In Islamic nations, the horrible punishments for religious offenses as prescribed in the Old Testament are still carried out, and the people live under an absolute religious tyranny. If we allow religious views to replace our values as put into law in our Constitution, we'll end up just like the Muslims.
Using the positive Biblical values expressed in our Constitution in no way validates any demand to adhere to Christian or any other religion's tenets in our laws.
This nation was created to escape the tyranny of e... (
show quote)
Well now. Your very first post and I am going to have to disagree with you. Separation of Church and State is not in the Constitution anywhere and never was. It was also not a law. The law you are talking about is a religion that is established by the national government. That means that the Constitution forbids the national government from mandating a given religion over any others. That did not however stop the states from establishing a religion and several did for awhile. An established religion was one in which you MUST pay tithes to the church even if you did not belong to it, or in some cases were made to go to an established church ONLY. You were not allowed to go to any other church.
"Before we look at supreme Court opinions banning the free exercise of religion & abridging free speech, we must consider: Whose powers are restricted by The First Amendment? It reads:
Congress shall make no law respecting an establishment of religion, or prohibiting the free exercise thereof; or abridging the freedom of speech
The plain language shows that the First Amendment restricts only Congress powers!
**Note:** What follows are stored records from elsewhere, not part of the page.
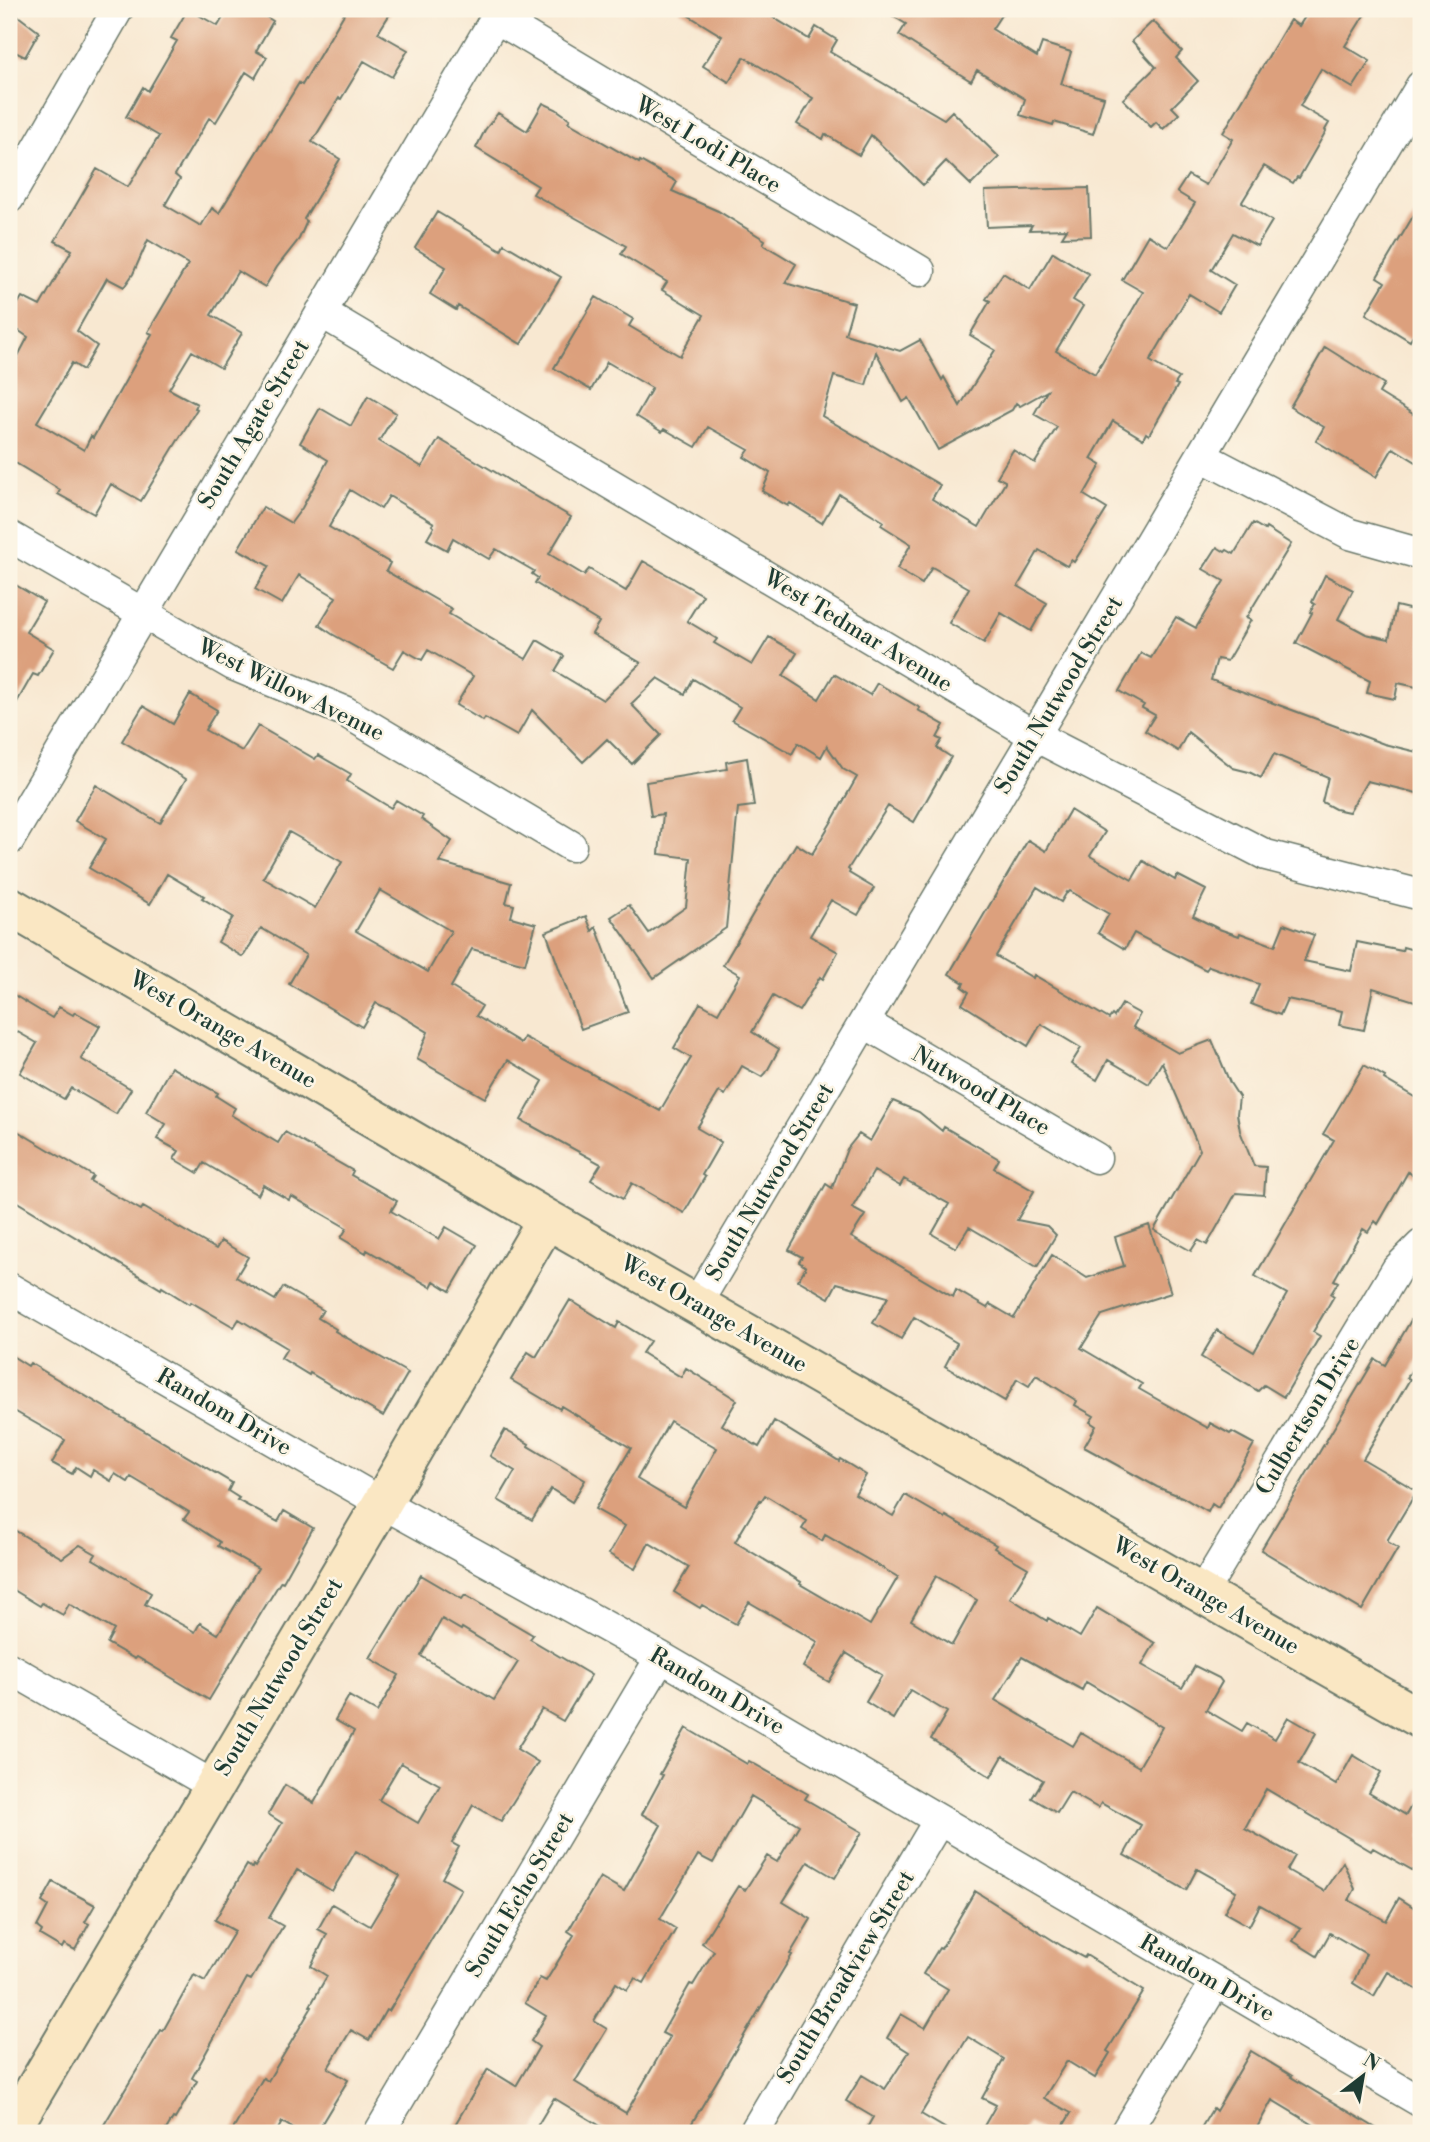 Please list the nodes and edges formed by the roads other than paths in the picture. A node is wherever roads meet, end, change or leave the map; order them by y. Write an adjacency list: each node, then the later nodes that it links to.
1 (118, 9): 4 (street)
2 (498, 14): 5 (street, West Lodi Place); 6 (street, South Agate Street)
3 (1421, 86): 7 (street, South Nutwood Street)
4 (9, 198)
5 (920, 271)
6 (321, 312): 10 (street, South Agate Street); 11 (street, West Tedmar Avenue)
7 (1201, 456): 9 (street); 11 (street, South Nutwood Street)
8 (9, 537): 10 (street, West Willow Avenue)
9 (1421, 554)
10 (143, 613): 12 (street, South Agate Street); 13 (street, West Willow Avenue)
11 (1035, 736): 14 (street, West Tedmar Avenue); 16 (street, South Nutwood Street)
12 (9, 840)
13 (571, 846)
14 (1421, 895)
15 (9, 906): 18 (street, West Orange Avenue)
16 (865, 1023): 17 (street, Nutwood Place); 21 (street, South Nutwood Street)
17 (1096, 1158)
18 (547, 1219): 21 (street, West Orange Avenue); 22 (street, South Nutwood Street)
19 (1421, 1245): 23 (street, Culbertson Drive)
20 (9, 1288): 22 (street, Random Drive)
21 (697, 1303): 23 (street, West Orange Avenue)
22 (383, 1503): 24 (street, Random Drive); 27 (street, South Nutwood Street)
23 (1202, 1593): 26 (street, West Orange Avenue)
24 (661, 1657): 28 (street, Random Drive); 32 (street, South Echo Street)
25 (9, 1668): 27 (street)
26 (1421, 1719)
27 (214, 1786): 31 (street, South Nutwood Street)
28 (939, 1820): 29 (street, Random Drive); 33 (street, South Broadview Street)
29 (1215, 1983): 30 (street, Random Drive); 34 (street)
30 (1421, 2102)
31 (9, 2133)
32 (379, 2133)
33 (754, 2133)
34 (1125, 2133) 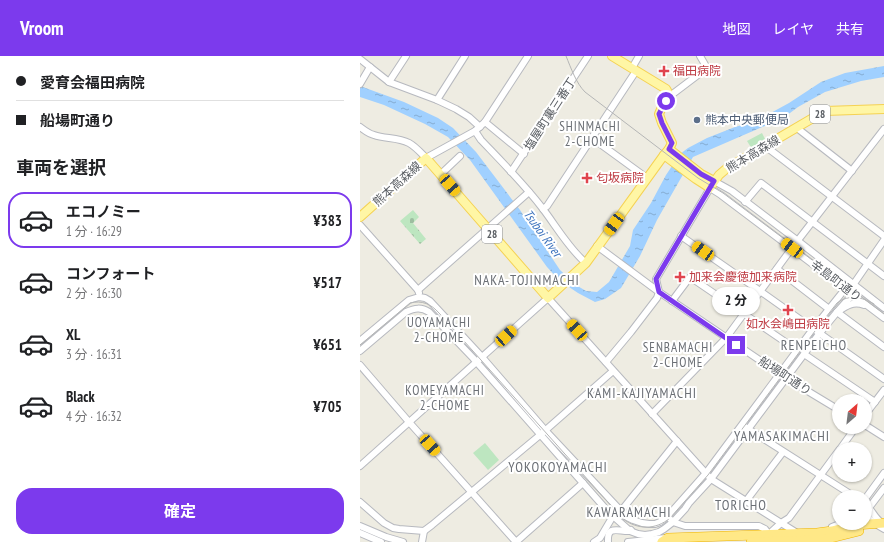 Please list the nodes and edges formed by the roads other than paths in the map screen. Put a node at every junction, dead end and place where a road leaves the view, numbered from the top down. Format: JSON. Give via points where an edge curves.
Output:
{"nodes":[{"id":1,"x":406,"y":56,"type":"edge"},
{"id":2,"x":465,"y":56,"type":"edge"},
{"id":3,"x":528,"y":56,"type":"edge"},
{"id":4,"x":588,"y":56,"type":"edge"},
{"id":5,"x":612,"y":56,"type":"edge"},
{"id":6,"x":638,"y":56,"type":"edge"},
{"id":7,"x":700,"y":56,"type":"edge"},
{"id":8,"x":360,"y":59,"type":"edge"},
{"id":9,"x":370,"y":67,"type":"junction"},
{"id":10,"x":634,"y":69,"type":"junction"},
{"id":11,"x":389,"y":82,"type":"junction"},
{"id":12,"x":360,"y":84,"type":"edge"},
{"id":13,"x":670,"y":96,"type":"junction"},
{"id":14,"x":437,"y":100,"type":"junction"},
{"id":15,"x":884,"y":109,"type":"edge"},
{"id":16,"x":360,"y":127,"type":"edge"},
{"id":17,"x":480,"y":127,"type":"junction"},
{"id":18,"x":797,"y":128,"type":"junction"},
{"id":19,"x":884,"y":129,"type":"edge"},
{"id":20,"x":592,"y":138,"type":"junction"},
{"id":21,"x":765,"y":146,"type":"junction"},
{"id":22,"x":666,"y":152,"type":"junction"},
{"id":23,"x":524,"y":154,"type":"junction"},
{"id":24,"x":460,"y":156,"type":"dead end"},
{"id":25,"x":426,"y":158,"type":"junction"},
{"id":26,"x":852,"y":171,"type":"junction"},
{"id":27,"x":512,"y":172,"type":"junction"},
{"id":28,"x":440,"y":175,"type":"junction"},
{"id":29,"x":647,"y":178,"type":"junction"},
{"id":30,"x":712,"y":185,"type":"junction"},
{"id":31,"x":529,"y":192,"type":"junction"},
{"id":32,"x":832,"y":197,"type":"junction"},
{"id":33,"x":745,"y":202,"type":"junction"},
{"id":34,"x":543,"y":209,"type":"junction"},
{"id":35,"x":360,"y":217,"type":"edge"},
{"id":36,"x":812,"y":222,"type":"junction"},
{"id":37,"x":360,"y":225,"type":"edge"},
{"id":38,"x":487,"y":228,"type":"junction"},
{"id":39,"x":681,"y":236,"type":"junction"},
{"id":40,"x":884,"y":236,"type":"edge"},
{"id":41,"x":884,"y":240,"type":"edge"},
{"id":42,"x":798,"y":241,"type":"junction"},
{"id":43,"x":597,"y":246,"type":"junction"},
{"id":44,"x":792,"y":248,"type":"junction"},
{"id":45,"x":586,"y":263,"type":"junction"},
{"id":46,"x":868,"y":264,"type":"junction"},
{"id":47,"x":777,"y":269,"type":"junction"},
{"id":48,"x":884,"y":276,"type":"edge"},
{"id":49,"x":853,"y":285,"type":"junction"},
{"id":50,"x":845,"y":289,"type":"junction"},
{"id":51,"x":760,"y":291,"type":"junction"},
{"id":52,"x":659,"y":292,"type":"junction"},
{"id":53,"x":419,"y":293,"type":"junction"},
{"id":54,"x":852,"y":294,"type":"junction"},
{"id":55,"x":548,"y":298,"type":"junction"},
{"id":56,"x":672,"y":301,"type":"junction"},
{"id":57,"x":871,"y":308,"type":"junction"},
{"id":58,"x":884,"y":308,"type":"edge"},
{"id":59,"x":830,"y":309,"type":"junction"},
{"id":60,"x":837,"y":312,"type":"junction"},
{"id":61,"x":743,"y":314,"type":"junction"},
{"id":62,"x":884,"y":318,"type":"edge"},
{"id":63,"x":813,"y":329,"type":"junction"},
{"id":64,"x":819,"y":334,"type":"junction"},
{"id":65,"x":726,"y":338,"type":"junction"},
{"id":66,"x":360,"y":341,"type":"edge"},
{"id":67,"x":884,"y":347,"type":"edge"},
{"id":68,"x":797,"y":350,"type":"junction"},
{"id":69,"x":360,"y":351,"type":"edge"},
{"id":70,"x":804,"y":354,"type":"junction"},
{"id":71,"x":482,"y":357,"type":"junction"},
{"id":72,"x":476,"y":362,"type":"junction"},
{"id":73,"x":606,"y":362,"type":"junction"},
{"id":74,"x":360,"y":365,"type":"edge"},
{"id":75,"x":613,"y":371,"type":"junction"},
{"id":76,"x":780,"y":374,"type":"junction"},
{"id":77,"x":786,"y":378,"type":"junction"},
{"id":78,"x":884,"y":379,"type":"edge"},
{"id":79,"x":884,"y":390,"type":"edge"},
{"id":80,"x":875,"y":402,"type":"junction"},
{"id":81,"x":832,"y":406,"type":"edge"},
{"id":82,"x":872,"y":406,"type":"edge"},
{"id":83,"x":652,"y":414,"type":"junction"},
{"id":84,"x":409,"y":422,"type":"junction"},
{"id":85,"x":742,"y":426,"type":"junction"},
{"id":86,"x":872,"y":429,"type":"edge"},
{"id":87,"x":545,"y":430,"type":"junction"},
{"id":88,"x":748,"y":430,"type":"junction"},
{"id":89,"x":540,"y":435,"type":"junction"},
{"id":90,"x":884,"y":437,"type":"edge"},
{"id":91,"x":677,"y":441,"type":"junction"},
{"id":92,"x":784,"y":452,"type":"junction"},
{"id":93,"x":832,"y":460,"type":"edge"},
{"id":94,"x":360,"y":466,"type":"edge"},
{"id":95,"x":706,"y":473,"type":"junction"},
{"id":96,"x":884,"y":473,"type":"edge"},
{"id":97,"x":820,"y":475,"type":"junction"},
{"id":98,"x":711,"y":479,"type":"junction"},
{"id":99,"x":583,"y":483,"type":"junction"},
{"id":100,"x":884,"y":488,"type":"edge"},
{"id":101,"x":844,"y":490,"type":"edge"},
{"id":102,"x":872,"y":490,"type":"edge"},
{"id":103,"x":472,"y":492,"type":"junction"},
{"id":104,"x":746,"y":501,"type":"junction"},
{"id":105,"x":360,"y":502,"type":"edge"},
{"id":106,"x":872,"y":502,"type":"edge"},
{"id":107,"x":621,"y":511,"type":"junction"},
{"id":108,"x":872,"y":513,"type":"edge"},
{"id":109,"x":613,"y":516,"type":"junction"},
{"id":110,"x":667,"y":517,"type":"junction"},
{"id":111,"x":633,"y":520,"type":"junction"},
{"id":112,"x":673,"y":522,"type":"junction"},
{"id":113,"x":781,"y":523,"type":"junction"},
{"id":114,"x":873,"y":524,"type":"edge"},
{"id":115,"x":360,"y":526,"type":"edge"},
{"id":116,"x":884,"y":526,"type":"edge"},
{"id":117,"x":832,"y":527,"type":"edge"},
{"id":118,"x":835,"y":530,"type":"edge"},
{"id":119,"x":851,"y":530,"type":"edge"},
{"id":120,"x":424,"y":531,"type":"junction"},
{"id":121,"x":630,"y":531,"type":"junction"},
{"id":122,"x":360,"y":533,"type":"edge"},
{"id":123,"x":797,"y":533,"type":"junction"},
{"id":124,"x":817,"y":533,"type":"junction"},
{"id":125,"x":848,"y":533,"type":"junction"},
{"id":126,"x":769,"y":534,"type":"junction"},
{"id":127,"x":665,"y":540,"type":"edge"},
{"id":128,"x":381,"y":542,"type":"edge"},
{"id":129,"x":403,"y":542,"type":"edge"},
{"id":130,"x":422,"y":542,"type":"edge"},
{"id":131,"x":516,"y":542,"type":"edge"},
{"id":132,"x":594,"y":542,"type":"edge"},
{"id":133,"x":608,"y":542,"type":"edge"},
{"id":134,"x":633,"y":542,"type":"edge"},
{"id":135,"x":751,"y":542,"type":"edge"}],
"edges":[{"from":1,"to":11,"type":"street"},
{"from":2,"to":14,"type":"street"},
{"from":3,"to":17,"type":"street"},
{"from":4,"to":23,"type":"street","name":"塩屋町裏三番丁"},
{"from":5,"to":10,"type":"main road"},
{"from":6,"to":10,"type":"street"},
{"from":7,"to":13,"type":"street","via":[[707,68]]},
{"from":8,"to":9,"type":"street"},
{"from":9,"to":11,"type":"street"},
{"from":9,"to":12,"type":"street"},
{"from":10,"to":13,"type":"main road","via":[[666,89]]},
{"from":10,"to":20,"type":"street"},
{"from":11,"to":14,"type":"street"},
{"from":13,"to":22,"type":"main road","via":[[659,114],[672,143]]},
{"from":14,"to":17,"type":"street","via":[[469,117]]},
{"from":15,"to":18,"type":"main road","name":"熊本高森線","number":"28","via":[[825,111]]},
{"from":16,"to":25,"type":"street","via":[[374,136],[408,142]]},
{"from":17,"to":23,"type":"street"},
{"from":17,"to":25,"type":"street"},
{"from":17,"to":27,"type":"street","via":[[482,140]]},
{"from":18,"to":21,"type":"main road","name":"熊本高森線","number":"28"},
{"from":18,"to":26,"type":"street"},
{"from":19,"to":26,"type":"street"},
{"from":20,"to":29,"type":"street"},
{"from":20,"to":34,"type":"street"},
{"from":21,"to":30,"type":"main road","name":"熊本高森線","number":"28","via":[[719,175]]},
{"from":21,"to":32,"type":"street"},
{"from":22,"to":29,"type":"main road"},
{"from":22,"to":30,"type":"main road"},
{"from":23,"to":27,"type":"street","name":"塩屋町裏三番丁"},
{"from":24,"to":28,"type":"street"},
{"from":25,"to":28,"type":"main road","name":"熊本高森線","number":"28"},
{"from":25,"to":35,"type":"main road","name":"熊本高森線"},
{"from":26,"to":32,"type":"street"},
{"from":27,"to":31,"type":"street"},
{"from":28,"to":38,"type":"main road","name":"熊本高森線","number":"28"},
{"from":29,"to":43,"type":"main road"},
{"from":30,"to":33,"type":"street","name":"辛島町通り","via":[[732,192]]},
{"from":30,"to":39,"type":"street"},
{"from":30,"to":44,"type":"street","name":"辛島町通り","via":[[721,195]]},
{"from":31,"to":34,"type":"street"},
{"from":31,"to":38,"type":"street"},
{"from":32,"to":36,"type":"street"},
{"from":32,"to":40,"type":"street"},
{"from":33,"to":36,"type":"street","via":[[761,183]]},
{"from":33,"to":42,"type":"street","name":"辛島町通り"},
{"from":34,"to":45,"type":"street"},
{"from":36,"to":42,"type":"street"},
{"from":36,"to":46,"type":"street"},
{"from":37,"to":53,"type":"street"},
{"from":38,"to":53,"type":"street"},
{"from":38,"to":55,"type":"main road","name":"熊本高森線","number":"28"},
{"from":39,"to":51,"type":"street"},
{"from":39,"to":52,"type":"street","via":[[656,279]]},
{"from":41,"to":46,"type":"street"},
{"from":42,"to":44,"type":"street"},
{"from":42,"to":49,"type":"street","name":"辛島町通り"},
{"from":43,"to":45,"type":"main road"},
{"from":43,"to":52,"type":"street","name":"船場町通り"},
{"from":44,"to":47,"type":"street"},
{"from":44,"to":50,"type":"street","name":"辛島町通り"},
{"from":45,"to":55,"type":"main road"},
{"from":46,"to":48,"type":"street"},
{"from":46,"to":49,"type":"street"},
{"from":47,"to":51,"type":"street"},
{"from":47,"to":59,"type":"street"},
{"from":49,"to":50,"type":"street"},
{"from":49,"to":54,"type":"street"},
{"from":49,"to":58,"type":"street","name":"辛島町通り"},
{"from":50,"to":54,"type":"street","name":"辛島町通り"},
{"from":50,"to":59,"type":"street"},
{"from":51,"to":61,"type":"street"},
{"from":51,"to":63,"type":"street"},
{"from":52,"to":56,"type":"street","name":"船場町通り"},
{"from":52,"to":73,"type":"street","via":[[657,298]]},
{"from":53,"to":66,"type":"street"},
{"from":53,"to":71,"type":"street","via":[[430,301]]},
{"from":54,"to":57,"type":"street","name":"辛島町通り"},
{"from":54,"to":60,"type":"street"},
{"from":55,"to":71,"type":"street"},
{"from":55,"to":73,"type":"street"},
{"from":56,"to":61,"type":"street","via":[[690,278]]},
{"from":56,"to":65,"type":"street","name":"船場町通り"},
{"from":57,"to":60,"type":"street","via":[[850,304]]},
{"from":57,"to":62,"type":"street","name":"辛島町通り"},
{"from":59,"to":63,"type":"street"},
{"from":60,"to":64,"type":"street"},
{"from":60,"to":67,"type":"street"},
{"from":61,"to":65,"type":"street"},
{"from":61,"to":68,"type":"street"},
{"from":63,"to":64,"type":"street"},
{"from":63,"to":68,"type":"street"},
{"from":64,"to":70,"type":"street"},
{"from":64,"to":78,"type":"street"},
{"from":65,"to":76,"type":"street","name":"船場町通り"},
{"from":65,"to":83,"type":"street"},
{"from":68,"to":76,"type":"street"},
{"from":69,"to":72,"type":"street","via":[[406,312],[419,308],[429,312]]},
{"from":70,"to":77,"type":"street"},
{"from":70,"to":80,"type":"street"},
{"from":71,"to":72,"type":"street"},
{"from":71,"to":87,"type":"street"},
{"from":72,"to":84,"type":"street"},
{"from":72,"to":89,"type":"street"},
{"from":73,"to":75,"type":"street"},
{"from":74,"to":84,"type":"street"},
{"from":75,"to":83,"type":"street"},
{"from":75,"to":87,"type":"street"},
{"from":76,"to":77,"type":"street","name":"船場町通り"},
{"from":76,"to":85,"type":"street"},
{"from":77,"to":81,"type":"street","name":"船場町通り"},
{"from":77,"to":88,"type":"street"},
{"from":79,"to":80,"type":"street"},
{"from":80,"to":82,"type":"street"},
{"from":83,"to":91,"type":"street"},
{"from":84,"to":94,"type":"street"},
{"from":84,"to":103,"type":"street"},
{"from":85,"to":88,"type":"street"},
{"from":85,"to":95,"type":"street"},
{"from":86,"to":90,"type":"street"},
{"from":87,"to":89,"type":"street"},
{"from":87,"to":107,"type":"street"},
{"from":88,"to":92,"type":"street"},
{"from":88,"to":98,"type":"street"},
{"from":89,"to":99,"type":"street"},
{"from":89,"to":103,"type":"street"},
{"from":91,"to":95,"type":"street"},
{"from":91,"to":107,"type":"street"},
{"from":92,"to":97,"type":"street"},
{"from":92,"to":104,"type":"street"},
{"from":93,"to":97,"type":"street"},
{"from":95,"to":98,"type":"street"},
{"from":95,"to":110,"type":"street"},
{"from":96,"to":102,"type":"street"},
{"from":97,"to":101,"type":"street"},
{"from":97,"to":113,"type":"street","via":[[789,518]]},
{"from":98,"to":104,"type":"street"},
{"from":98,"to":112,"type":"street"},
{"from":99,"to":109,"type":"street"},
{"from":99,"to":131,"type":"street"},
{"from":100,"to":106,"type":"street"},
{"from":103,"to":120,"type":"street"},
{"from":103,"to":131,"type":"street"},
{"from":104,"to":113,"type":"street"},
{"from":105,"to":120,"type":"street","via":[[388,526]]},
{"from":107,"to":109,"type":"street"},
{"from":107,"to":111,"type":"street"},
{"from":108,"to":116,"type":"street"},
{"from":109,"to":121,"type":"street"},
{"from":109,"to":132,"type":"street","via":[[600,538]]},
{"from":110,"to":111,"type":"street","via":[[655,524],[642,524]]},
{"from":110,"to":112,"type":"street"},
{"from":111,"to":121,"type":"street"},
{"from":112,"to":121,"type":"street","via":[[652,534]]},
{"from":112,"to":126,"type":"street","via":[[685,526],[759,526]]},
{"from":113,"to":123,"type":"street"},
{"from":113,"to":126,"type":"street"},
{"from":114,"to":116,"type":"highway"},
{"from":115,"to":129,"type":"street"},
{"from":116,"to":125,"type":"highway"},
{"from":117,"to":124,"type":"street"},
{"from":118,"to":124,"type":"highway"},
{"from":119,"to":125,"type":"street"},
{"from":120,"to":130,"type":"street"},
{"from":121,"to":133,"type":"street","via":[[613,530],[608,536]]},
{"from":122,"to":128,"type":"street"},
{"from":123,"to":124,"type":"highway"},
{"from":123,"to":126,"type":"highway"},
{"from":125,"to":135,"type":"highway","via":[[818,540]]},
{"from":126,"to":127,"type":"highway"},
{"from":127,"to":134,"type":"street"}]}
The People of the States are free to establish (or dis-establish) any religion they want this is one of the powers retained by the States or the People! Several States did retain their established religions after ratification of the U.S. Constitution in 1789. We saw that in 1807, Presbyterians in Chester, N.H. sold a Quakers cow for non-payment of the Ministers Tax. Not until the Toleration Act of 1819 did the Legislature of N.H. make it illegal for towns, as corporate bodies, to raise money for the support of the gospel. Connecticut did not dis-establish the Congregational Church until they adopted their Constitution of 1818 (see Article Seventh). Massachusetts did not dis-establish the Congregational Church until 1833.
11. So! The First Amendment (1) prohibits Congress from establishing a national denominational religion, (2) prohibits Congress from interfering in the States establishments of the religions of their choice, or dis-establishments thereof, and (3) prohibits Congress from abridging the Peoples freedom of speech. Everyone understood that no one in the federal government had any authority to cancel, abridge, restrain or modify rights of any denomination or the States essential rights of liberty of conscience."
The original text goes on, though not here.